But if ACM is not insulation, then why should it be covered by a paragraph headed ‘Insulation Materials/Products’? James Bessey, in his Housing After Grenfell blogpost, argues that as a ‘general point of law, headings are not taken into account’ in interpretation. But Ian McLeod, in ‘Principles of Legislative and Regulatory Drafting’ (Hart: 2009, p. 24) finds a ‘judicial consensus’ that headings in legislative Acts are relevant to interpretation, though admittedly carrying less weight than the words of the Act. McLeod adds that they can be a useful aid in ‘identifying… the purpose of the provision’.

Moreover, Approved Documents are issued as ‘practical guidance’ (Building Act 1984, 6(1)) for architects, engineers, contractors, building control officers, and others engaged in building work, who could hardly be expected to be cognisant of principles of legal interpretation in the first place. Would it not have been reasonable for them to assume that a paragraph headed ‘Insulation Materials/Products’ applied to insulation only?

In this blogpost, I examine only the first of the two further grounds presented by the DCLG for their claim that 12.7 applied to the core of ACM panels, and consider whether it may be strong enough to overcome the difficulty presented by the heading. Their contention is that the core may perhaps be ‘filler material’, and presumably in support of this proposition, the department offers ‘filler’ in parenthesis as a synonym for ‘core’.

But it would appear that they were creating a new meaning, not relying on an established one. My conclusion from a search (see paras C.2.1-4, C.5.1-2) of journals and trade periodicals, product certificates, manufacturers’ literature, patents, and the textbook Cladding in Buildings (Brookes & Meijs, 2008), was that the central layer of ACM was never called ‘filler’ prior to the Grenfell fire, but always the ‘core’. Moreover, the minutes of the Expert Group meeting of 17 June 2017 describe Grenfell Tower’s ACM cladding as ‘PE cored’, and make no reference to ‘filler’. In the DCLG’s 18 June 2017 letter, three references were made to the ACM ‘core’ and none to ‘filler’.

Once introduced in the footnote of 22 June, the new term for the core spread with remarkable rapidity. The DCLG’s Explanatory Note of 30 June uses ‘filler’ several times, usually alongside ‘core’, as in ‘core or filler’, ‘the filler – the core’, and ‘the filler material in the core’, but twice on its own, as in ‘samples of ACM filler’. By 20 July 2017, in an ‘Explanatory note on large scale cladding systems testing’, the DCLG were using the term ‘filler’ almost exclusively, the word occurring sixteen times in the document, ‘core’ just once.

 

The BS8414 test in action: cladding ready to be tested for fire spread

James Bessey/Blake Morgan LLP

A government press release of 2 August 2017 concerned a large-scale test of a cladding system incorporating ACM panels with what it called a PE ‘filler’. In their reports, the BBC, ITV, and the Guardian all used the same terminology.
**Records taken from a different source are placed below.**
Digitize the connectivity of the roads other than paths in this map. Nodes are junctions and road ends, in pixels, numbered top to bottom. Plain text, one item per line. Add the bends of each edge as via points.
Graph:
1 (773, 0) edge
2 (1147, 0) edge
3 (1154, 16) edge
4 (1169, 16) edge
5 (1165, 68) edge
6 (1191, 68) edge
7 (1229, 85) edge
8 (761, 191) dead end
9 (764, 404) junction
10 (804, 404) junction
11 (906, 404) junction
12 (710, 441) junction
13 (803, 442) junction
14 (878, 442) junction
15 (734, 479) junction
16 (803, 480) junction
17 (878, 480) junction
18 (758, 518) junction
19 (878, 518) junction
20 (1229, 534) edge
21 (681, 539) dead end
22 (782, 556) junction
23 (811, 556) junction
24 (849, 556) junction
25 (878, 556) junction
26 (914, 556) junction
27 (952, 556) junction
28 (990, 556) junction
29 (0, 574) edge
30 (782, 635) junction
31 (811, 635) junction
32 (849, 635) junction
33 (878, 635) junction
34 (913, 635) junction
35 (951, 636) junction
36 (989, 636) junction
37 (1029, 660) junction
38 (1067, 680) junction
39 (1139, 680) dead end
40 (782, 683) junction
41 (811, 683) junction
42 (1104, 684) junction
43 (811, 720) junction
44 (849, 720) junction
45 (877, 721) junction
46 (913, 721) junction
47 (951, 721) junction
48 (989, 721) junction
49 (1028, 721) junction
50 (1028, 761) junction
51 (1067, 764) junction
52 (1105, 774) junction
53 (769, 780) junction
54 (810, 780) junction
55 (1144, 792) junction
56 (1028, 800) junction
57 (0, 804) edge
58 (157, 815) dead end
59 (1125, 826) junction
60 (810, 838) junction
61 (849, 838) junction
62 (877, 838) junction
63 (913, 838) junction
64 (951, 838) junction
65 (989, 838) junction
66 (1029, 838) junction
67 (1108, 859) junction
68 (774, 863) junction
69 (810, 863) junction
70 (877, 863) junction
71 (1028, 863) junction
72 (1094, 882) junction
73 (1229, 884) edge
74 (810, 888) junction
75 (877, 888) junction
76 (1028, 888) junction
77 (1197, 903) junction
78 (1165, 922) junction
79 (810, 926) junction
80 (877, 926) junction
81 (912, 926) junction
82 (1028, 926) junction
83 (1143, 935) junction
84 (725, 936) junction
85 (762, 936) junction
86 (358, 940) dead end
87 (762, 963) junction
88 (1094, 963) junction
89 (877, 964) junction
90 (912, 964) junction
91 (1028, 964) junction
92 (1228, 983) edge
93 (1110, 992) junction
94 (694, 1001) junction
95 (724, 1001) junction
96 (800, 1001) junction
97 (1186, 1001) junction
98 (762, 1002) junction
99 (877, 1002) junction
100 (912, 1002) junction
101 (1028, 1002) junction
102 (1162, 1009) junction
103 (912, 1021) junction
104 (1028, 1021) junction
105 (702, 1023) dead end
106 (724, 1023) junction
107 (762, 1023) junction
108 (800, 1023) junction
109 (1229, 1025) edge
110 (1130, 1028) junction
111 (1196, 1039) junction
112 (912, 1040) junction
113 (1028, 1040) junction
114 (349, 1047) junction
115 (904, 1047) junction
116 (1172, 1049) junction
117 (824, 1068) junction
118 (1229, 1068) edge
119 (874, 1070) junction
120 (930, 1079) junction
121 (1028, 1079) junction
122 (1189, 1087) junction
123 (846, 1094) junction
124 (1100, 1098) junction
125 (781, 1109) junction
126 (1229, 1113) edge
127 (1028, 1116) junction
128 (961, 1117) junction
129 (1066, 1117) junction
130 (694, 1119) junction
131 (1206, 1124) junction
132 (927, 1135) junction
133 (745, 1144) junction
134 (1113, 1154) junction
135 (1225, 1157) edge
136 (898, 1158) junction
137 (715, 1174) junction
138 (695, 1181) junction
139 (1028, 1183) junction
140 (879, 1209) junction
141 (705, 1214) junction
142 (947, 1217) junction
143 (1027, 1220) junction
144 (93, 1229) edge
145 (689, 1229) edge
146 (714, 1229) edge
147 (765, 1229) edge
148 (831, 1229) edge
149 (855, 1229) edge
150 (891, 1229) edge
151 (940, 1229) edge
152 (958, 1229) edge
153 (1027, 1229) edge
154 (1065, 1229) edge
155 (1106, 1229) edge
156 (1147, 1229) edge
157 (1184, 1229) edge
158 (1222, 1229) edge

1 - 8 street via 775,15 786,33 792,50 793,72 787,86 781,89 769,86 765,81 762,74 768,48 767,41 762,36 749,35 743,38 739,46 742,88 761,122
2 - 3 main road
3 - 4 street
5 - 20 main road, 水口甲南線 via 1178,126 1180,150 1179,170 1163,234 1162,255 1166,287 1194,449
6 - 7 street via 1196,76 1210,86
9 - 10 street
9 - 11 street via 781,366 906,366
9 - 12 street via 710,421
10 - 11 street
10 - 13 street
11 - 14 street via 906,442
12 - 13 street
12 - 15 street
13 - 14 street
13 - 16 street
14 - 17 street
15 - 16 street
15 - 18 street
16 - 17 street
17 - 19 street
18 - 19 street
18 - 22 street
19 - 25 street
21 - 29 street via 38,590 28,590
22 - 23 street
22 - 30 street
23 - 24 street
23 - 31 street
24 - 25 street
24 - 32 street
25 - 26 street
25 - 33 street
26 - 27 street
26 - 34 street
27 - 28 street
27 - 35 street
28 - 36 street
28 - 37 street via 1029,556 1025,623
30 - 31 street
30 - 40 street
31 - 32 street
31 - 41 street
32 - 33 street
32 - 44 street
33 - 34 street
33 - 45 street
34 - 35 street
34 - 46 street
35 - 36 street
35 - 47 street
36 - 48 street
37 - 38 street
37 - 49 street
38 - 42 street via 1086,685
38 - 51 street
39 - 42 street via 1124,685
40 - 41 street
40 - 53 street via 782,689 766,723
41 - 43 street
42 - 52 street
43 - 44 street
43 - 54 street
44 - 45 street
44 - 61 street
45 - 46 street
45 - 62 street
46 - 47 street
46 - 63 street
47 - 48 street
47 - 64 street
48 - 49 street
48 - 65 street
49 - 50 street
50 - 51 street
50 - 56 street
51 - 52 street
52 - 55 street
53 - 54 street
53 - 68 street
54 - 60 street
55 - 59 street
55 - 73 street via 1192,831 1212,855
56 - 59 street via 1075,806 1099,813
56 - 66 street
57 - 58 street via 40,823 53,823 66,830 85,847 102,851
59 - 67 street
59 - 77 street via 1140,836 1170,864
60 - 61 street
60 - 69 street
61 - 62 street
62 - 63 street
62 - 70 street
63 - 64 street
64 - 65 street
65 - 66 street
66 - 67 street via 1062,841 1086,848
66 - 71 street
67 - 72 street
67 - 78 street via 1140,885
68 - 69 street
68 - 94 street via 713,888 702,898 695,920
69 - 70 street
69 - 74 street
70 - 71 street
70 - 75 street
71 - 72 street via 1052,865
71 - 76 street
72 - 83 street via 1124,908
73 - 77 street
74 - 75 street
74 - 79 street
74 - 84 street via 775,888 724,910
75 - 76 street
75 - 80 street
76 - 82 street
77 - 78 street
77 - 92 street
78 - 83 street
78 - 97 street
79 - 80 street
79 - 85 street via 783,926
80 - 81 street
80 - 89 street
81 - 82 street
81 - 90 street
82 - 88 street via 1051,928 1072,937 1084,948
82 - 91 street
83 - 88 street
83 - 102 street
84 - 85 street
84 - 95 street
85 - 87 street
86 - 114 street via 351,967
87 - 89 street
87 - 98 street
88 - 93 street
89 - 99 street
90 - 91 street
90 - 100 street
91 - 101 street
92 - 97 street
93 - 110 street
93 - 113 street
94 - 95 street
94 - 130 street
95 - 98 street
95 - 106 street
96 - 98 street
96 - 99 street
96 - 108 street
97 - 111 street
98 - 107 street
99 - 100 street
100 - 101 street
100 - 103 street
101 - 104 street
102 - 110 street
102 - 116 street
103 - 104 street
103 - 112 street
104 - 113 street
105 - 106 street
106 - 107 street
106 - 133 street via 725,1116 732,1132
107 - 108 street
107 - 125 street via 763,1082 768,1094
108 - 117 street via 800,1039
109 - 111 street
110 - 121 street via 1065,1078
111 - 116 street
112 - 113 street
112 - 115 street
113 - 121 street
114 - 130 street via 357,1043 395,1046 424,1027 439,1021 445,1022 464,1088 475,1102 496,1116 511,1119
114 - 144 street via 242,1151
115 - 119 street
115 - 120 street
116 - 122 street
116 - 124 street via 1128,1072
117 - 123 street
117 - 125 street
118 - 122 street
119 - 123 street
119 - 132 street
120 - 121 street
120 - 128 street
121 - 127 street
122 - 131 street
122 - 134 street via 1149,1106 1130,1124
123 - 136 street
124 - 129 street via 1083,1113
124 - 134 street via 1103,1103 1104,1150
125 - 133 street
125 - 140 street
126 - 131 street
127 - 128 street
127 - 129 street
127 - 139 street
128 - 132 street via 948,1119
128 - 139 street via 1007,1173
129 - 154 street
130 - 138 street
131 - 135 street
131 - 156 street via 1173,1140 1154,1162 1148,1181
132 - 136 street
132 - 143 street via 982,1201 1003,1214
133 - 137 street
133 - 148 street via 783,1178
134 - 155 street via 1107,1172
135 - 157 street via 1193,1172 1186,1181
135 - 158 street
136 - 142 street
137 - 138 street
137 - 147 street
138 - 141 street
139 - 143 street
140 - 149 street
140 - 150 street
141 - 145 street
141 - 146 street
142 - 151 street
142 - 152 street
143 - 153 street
Thus can new word meanings pass into common usage. But what matters for those seeking truth and justice for Grenfell is what ‘filler material’ meant at the time of the refurbishment. Architects, contractors and building control officers could hardly be expected to have comprehended a meaning of the term that still lay in the future.

 

It is not as if they would have been searching for a meaning of a term they did not comprehend. Dr Lane demonstrated (F6.5.23,24,45) from an examination of a British Standard vocabulary for Construction Parts that ‘joint fillers’, to fill or partly fill a joint gap, and ‘surface fillers’, to fill voids and undulations in a substrate, are terms in use in the construction industry. I searched for ‘filler’ in a distributor’s web-site catalogue and found a variety of products for filling holes, gaps and cracks. Chris Cook reported for BBC’s Newsnight in August 2017 that, in the context of insulation and cladding, builders used the term ‘filler’ for ‘the foam used to pack voids’.

What is more, the present and former Directors of the Centre for Window and Cladding Technology informed Clive Betts MP, Chair of the HCLG Committee, by letter in May 2018 that Brian Martin, since 2008 the DCLG official with responsibility for Approved Document B, had told them that the term ‘filler material’

‘had been introduced into ADB2 as a "catch-all" intending to stop the overuse of can-applied foam and similar materials to fill gaps within the façade.’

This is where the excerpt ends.